*What is being asked*. Whenever a line in the data below includes the string "from", copy it out.

*** Opening of Materials provided ***

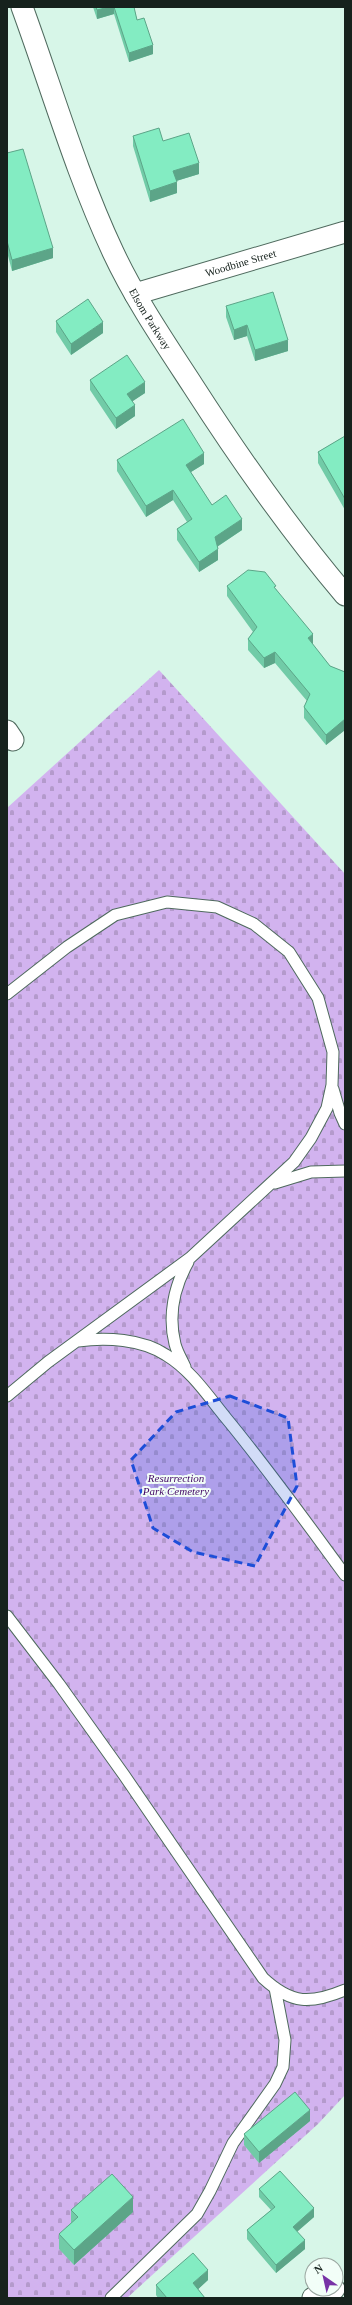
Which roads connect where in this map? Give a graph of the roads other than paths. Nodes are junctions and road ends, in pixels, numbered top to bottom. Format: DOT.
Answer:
graph roads {
  1 [pos="22,7"];
  2 [pos="345,232"];
  3 [pos="135,294"];
  4 [pos="345,595"];
  5 [pos="7,994"];
  6 [pos="332,1085"];
  7 [pos="345,1124"];
  8 [pos="345,1171"];
  9 [pos="273,1183"];
  10 [pos="190,1258"];
  11 [pos="78,1341"];
  12 [pos="187,1370"];
  13 [pos="7,1396"];
  14 [pos="345,1575"];
  15 [pos="7,1616"];
  16 [pos="274,1988"];
  17 [pos="345,1990"];
  18 [pos="111,2298"];
  1 -- 3 [label="street, Elsom Parkway"];
  2 -- 3 [label="street, Woodbine Street"];
  3 -- 4 [label="street, Elsom Parkway"];
  5 -- 6 [label="lane"];
  6 -- 7 [label="lane"];
  6 -- 9 [label="lane"];
  8 -- 9 [label="lane"];
  9 -- 10 [label="lane"];
  10 -- 11 [label="lane"];
  10 -- 12 [label="lane"];
  11 -- 12 [label="lane"];
  11 -- 13 [label="lane"];
  12 -- 14 [label="lane"];
  15 -- 16 [label="lane"];
  16 -- 17 [label="lane"];
  16 -- 18 [label="lane"];
}
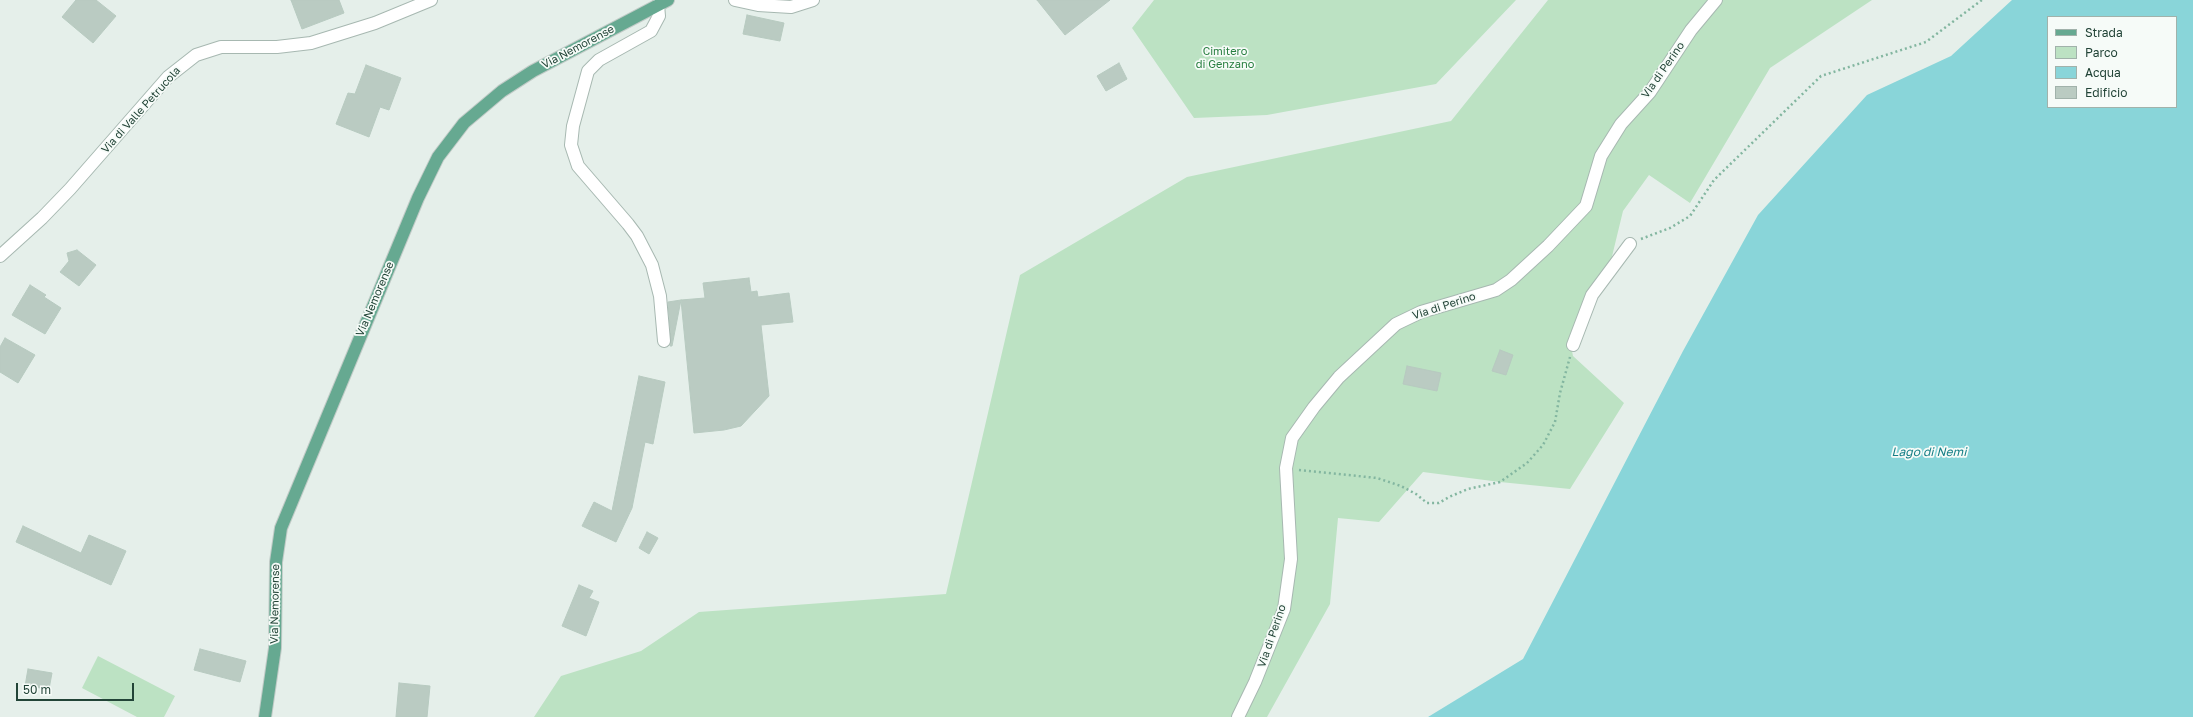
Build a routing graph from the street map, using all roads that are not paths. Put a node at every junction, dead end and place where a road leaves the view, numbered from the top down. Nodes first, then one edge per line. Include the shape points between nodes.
1 (431, 0) edge
2 (735, 0) edge
3 (813, 0) edge
4 (1716, 0) edge
5 (663, 3) edge
6 (1630, 244) road end
7 (0, 256) edge
8 (664, 342) dead end
9 (1573, 345) road end
10 (264, 717) edge
11 (1238, 717) edge

1 - 7 street, Via di Valle Petrucola via 381,21 316,42 277,47 221,47 196,55 168,77 70,189
2 - 3 street via 758,5 790,6
4 - 11 street, Via di Perino via 1691,30 1650,92 1621,124 1601,156 1586,206 1570,223 1511,280 1496,290 1421,312 1396,324 1339,377 1292,438 1286,468 1291,559 1284,609
5 - 8 street via 651,31 599,60 588,71 573,126 571,145 578,166 628,224 650,260 660,296
5 - 10 main road, Via Nemorense via 533,71 490,99 464,123 438,157 412,212 281,528 277,550 275,648
6 - 9 street via 1592,295

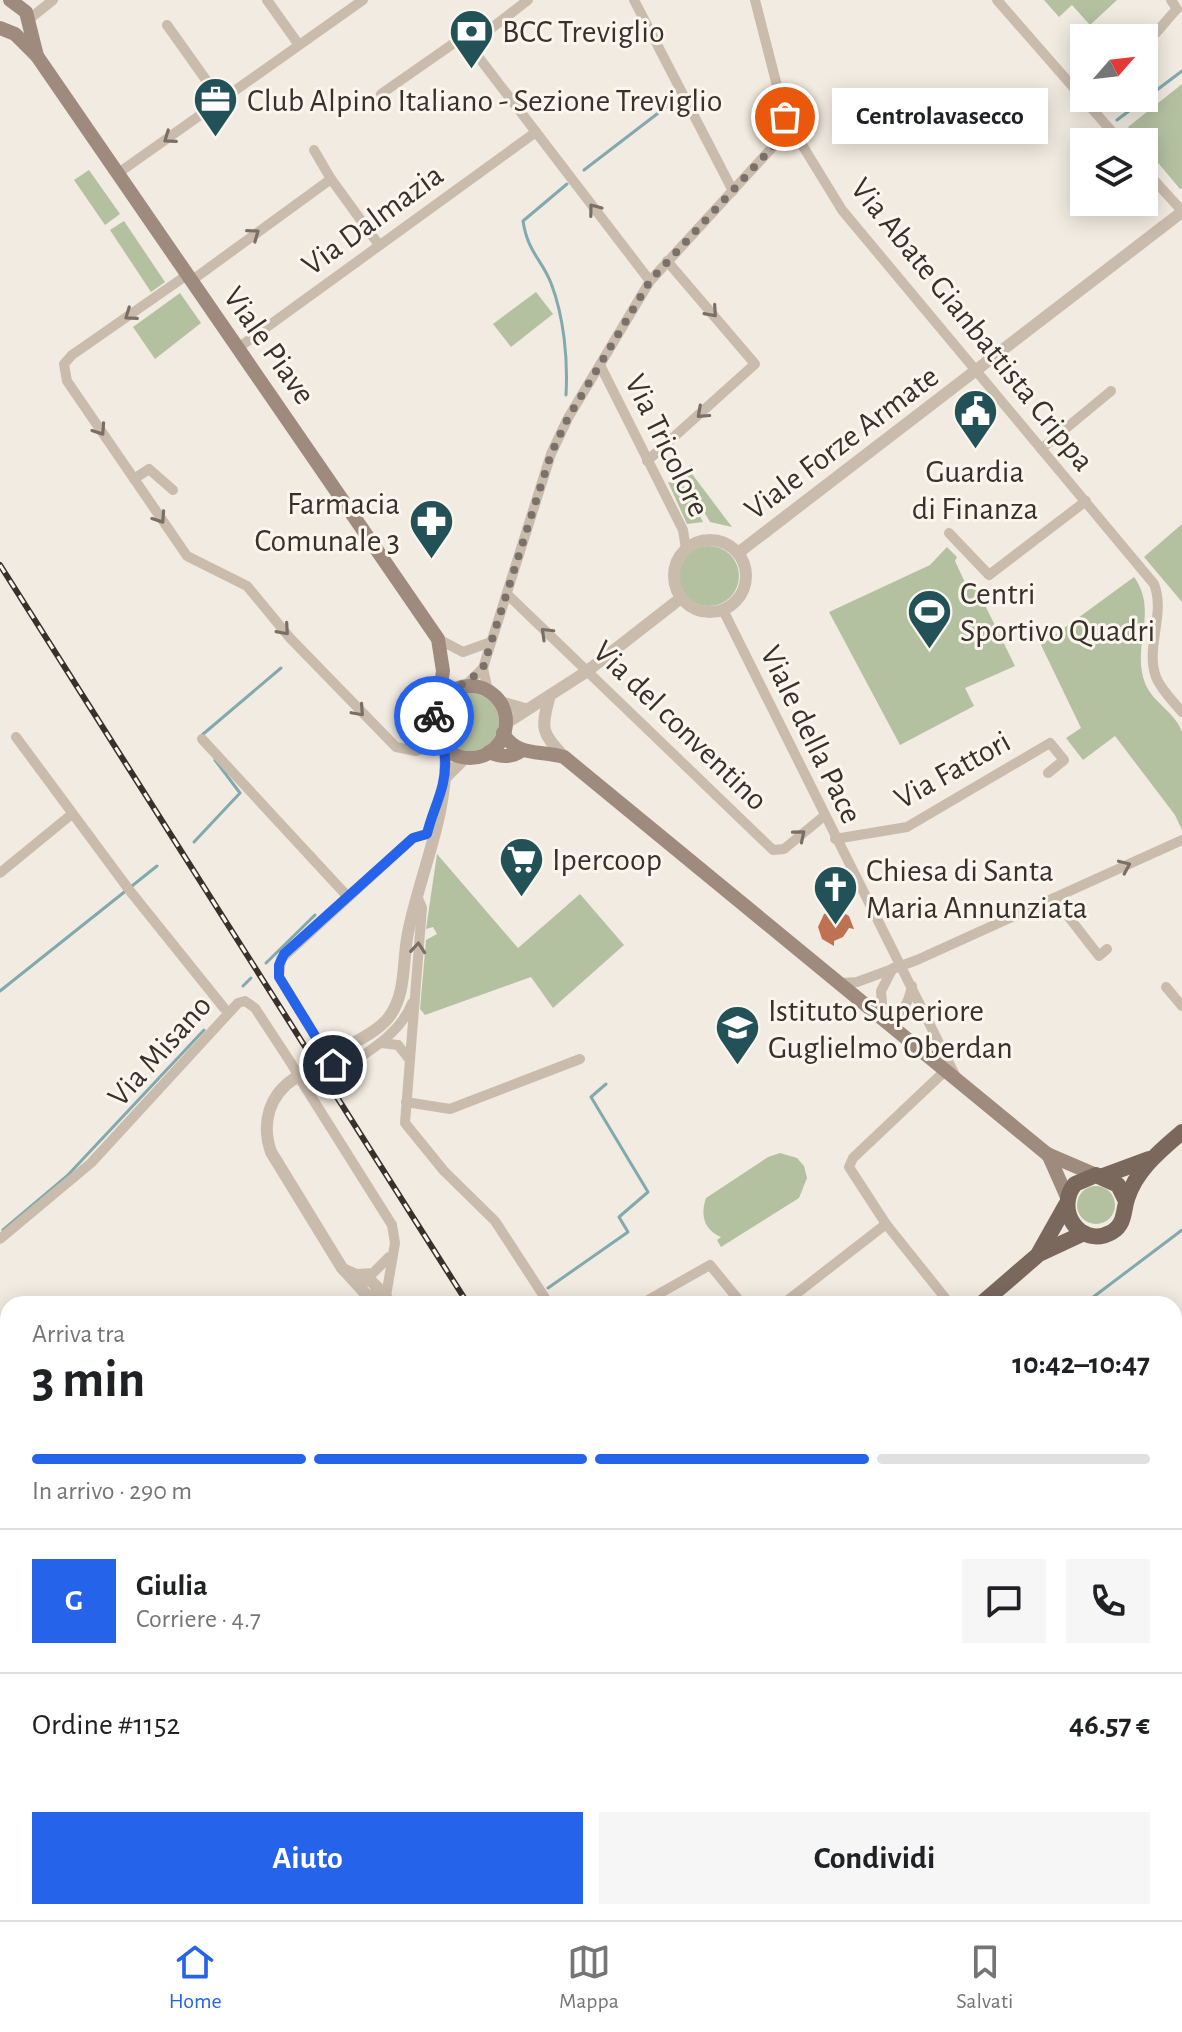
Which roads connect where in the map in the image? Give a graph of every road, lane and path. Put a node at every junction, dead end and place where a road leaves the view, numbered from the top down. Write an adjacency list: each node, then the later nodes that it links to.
1 (53, 0): 11 (street)
2 (267, 0): 14 (street)
3 (363, 0): 14 (street)
4 (528, 0): 13 (street)
5 (634, 0): 26 (street)
6 (755, 0): 19 (street, Via Abate Gianbattista Crippa)
7 (997, 0): 15 (street)
8 (1171, 0): 12 (street)
9 (7, 4): 11 (main road, Viale Piave)
10 (167, 25): 17 (street)
11 (13, 29): 23 (main road, Viale Piave)
12 (1158, 33)
13 (477, 44): 16 (street); 21 (street)
14 (299, 45): 17 (street)
15 (1070, 77)
16 (381, 94)
17 (221, 101): 23 (street, one-way to 23)
18 (1098, 112): 20 (street)
19 (790, 128): 26 (street); 34 (street, Via Abate Gianbattista Crippa)
20 (1110, 128)
21 (536, 132): 28 (street, Via Dalmazia); 31 (street, one-way to 21)
22 (314, 150): 24 (street)
23 (117, 174): 30 (main road, Viale Piave)
24 (331, 179): 28 (street); 30 (street, one-way to 24)
25 (1158, 184): 27 (street)
26 (733, 191): 29 (street)
27 (1182, 211): 34 (street, Viale Forze Armate)
28 (379, 245): 32 (street, Via Dalmazia)
29 (667, 261): 31 (street); 37 (street, one-way to 37)
30 (189, 278): 32 (main road, Viale Piave); 38 (street, one-way to 38)
31 (650, 281): 33 (street)
32 (238, 348): 47 (main road, Viale Piave)
33 (600, 365): 37 (street, Via Tricolore); 44 (street)
34 (976, 371): 36 (street, Via Abate Gianbattista Crippa); 43 (street, Viale Forze Armate)
35 (1111, 391): 36 (street)
36 (1041, 449): 40 (street, Via Abate Gianbattista Crippa)
37 (647, 461): 42 (street, Via Tricolore)
38 (134, 479): 39 (street); 62 (street, one-way to 62)
39 (173, 490)
40 (1086, 501): 41 (street, Via Abate Gianbattista Crippa); 58 (street, Via Abate Gianbattista Crippa)
41 (949, 533)
42 (686, 549): 43 (street); 45 (street)
43 (738, 553): 46 (street)
44 (507, 594): 48 (street); 51 (street, Via del conventino, one-way to 44)
45 (681, 598): 46 (street); 51 (street)
46 (723, 610): 71 (street, Viale della Pace)
47 (438, 639): 48 (street); 50 (main road, Viale Piave)
48 (488, 643): 49 (street)
49 (483, 668): 52 (street); 53 (street)
50 (443, 671): 52 (main road); 56 (main road, Viale Piave)
51 (586, 672): 54 (street); 71 (street, Via del conventino, one-way to 71)
52 (461, 687): 53 (main road); 56 (main road)
53 (488, 691): 55 (main road)
54 (549, 699): 57 (street); 66 (street)
55 (500, 702): 57 (street); 59 (main road)
56 (438, 704): 62 (main road)
57 (525, 709): 59 (street)
58 (1182, 712)
59 (504, 728): 63 (main road); 64 (main road)
60 (16, 737): 70 (street)
61 (202, 739): 78 (street)
62 (443, 746): 65 (main road); 68 (street)
63 (521, 751): 64 (main road); 66 (main road)
64 (489, 752): 65 (main road)
65 (466, 757): 68 (street)
66 (564, 757): 82 (main road)
67 (1048, 773): 73 (street, Via Fattori)
68 (446, 777): 69 (street)
69 (439, 801): 72 (street); 75 (street)
70 (72, 814): 76 (street); 87 (street)
71 (824, 816): 73 (street, Viale della Pace)
72 (427, 834): 75 (street); 78 (street)
73 (835, 839): 81 (street, Viale della Pace)
74 (1182, 840): 79 (street, one-way to 74)
75 (426, 857): 77 (street)
76 (0, 873)
77 (416, 895): 85 (street, one-way to 77); 91 (street)
78 (348, 897): 91 (street, bridge)
79 (1054, 898): 80 (street); 81 (street)
80 (1107, 949)
81 (896, 967): 82 (street); 83 (street, Viale della Pace); 88 (street)
82 (842, 983): 88 (main road)
83 (912, 986): 88 (street); 93 (street, Viale della Pace)
84 (1166, 987): 86 (street)
85 (413, 1001): 89 (street); 92 (street)
86 (1182, 1006)
87 (224, 1008)
88 (883, 1017): 93 (main road)
89 (378, 1044): 91 (street); 92 (street)
90 (580, 1059): 95 (street)
91 (333, 1060)
92 (410, 1061): 95 (street)
93 (952, 1074): 97 (main road); 102 (street)
94 (299, 1080): 104 (street, Via Misano, bridge); 105 (street, Via Misano); 107 (street)
95 (406, 1102): 112 (street)
96 (1182, 1132): 98 (main road)
97 (1047, 1154): 99 (main road); 100 (main road)
98 (1151, 1159): 99 (main road); 101 (main road)
99 (1099, 1175): 100 (main road); 101 (main road)
100 (1066, 1201): 103 (main road); 106 (main road)
101 (1126, 1201): 103 (main road)
102 (886, 1224): 115 (street); 116 (street)
103 (1084, 1233): 106 (main road)
104 (0, 1239)
105 (392, 1252): 108 (street); 111 (street, Via Misano)
106 (1039, 1254): 117 (main road)
107 (342, 1268): 108 (street); 109 (street)
108 (357, 1274): 110 (street)
109 (367, 1296)
110 (382, 1296)
111 (386, 1296)
112 (544, 1296)
113 (655, 1296): 114 (street)
114 (735, 1296)
115 (793, 1296)
116 (944, 1296)
117 (990, 1296)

*** Close of Materials provided ***

*Answer section*.
Build a routing graph from the street map, using all roads that are not paths. Put a node at every junction, dead end and place where a road leaves the view, numbered from the top down. Nodes first, then one edge per line. Include the shape points between nodes.
Which roads connect where in the map in the image? Give a graph of every road, lane and path. Put a node at every junction, dead end and place where a road leaves the view, numbered from the top down. Write an adjacency list: each node, then the later nodes that it links to.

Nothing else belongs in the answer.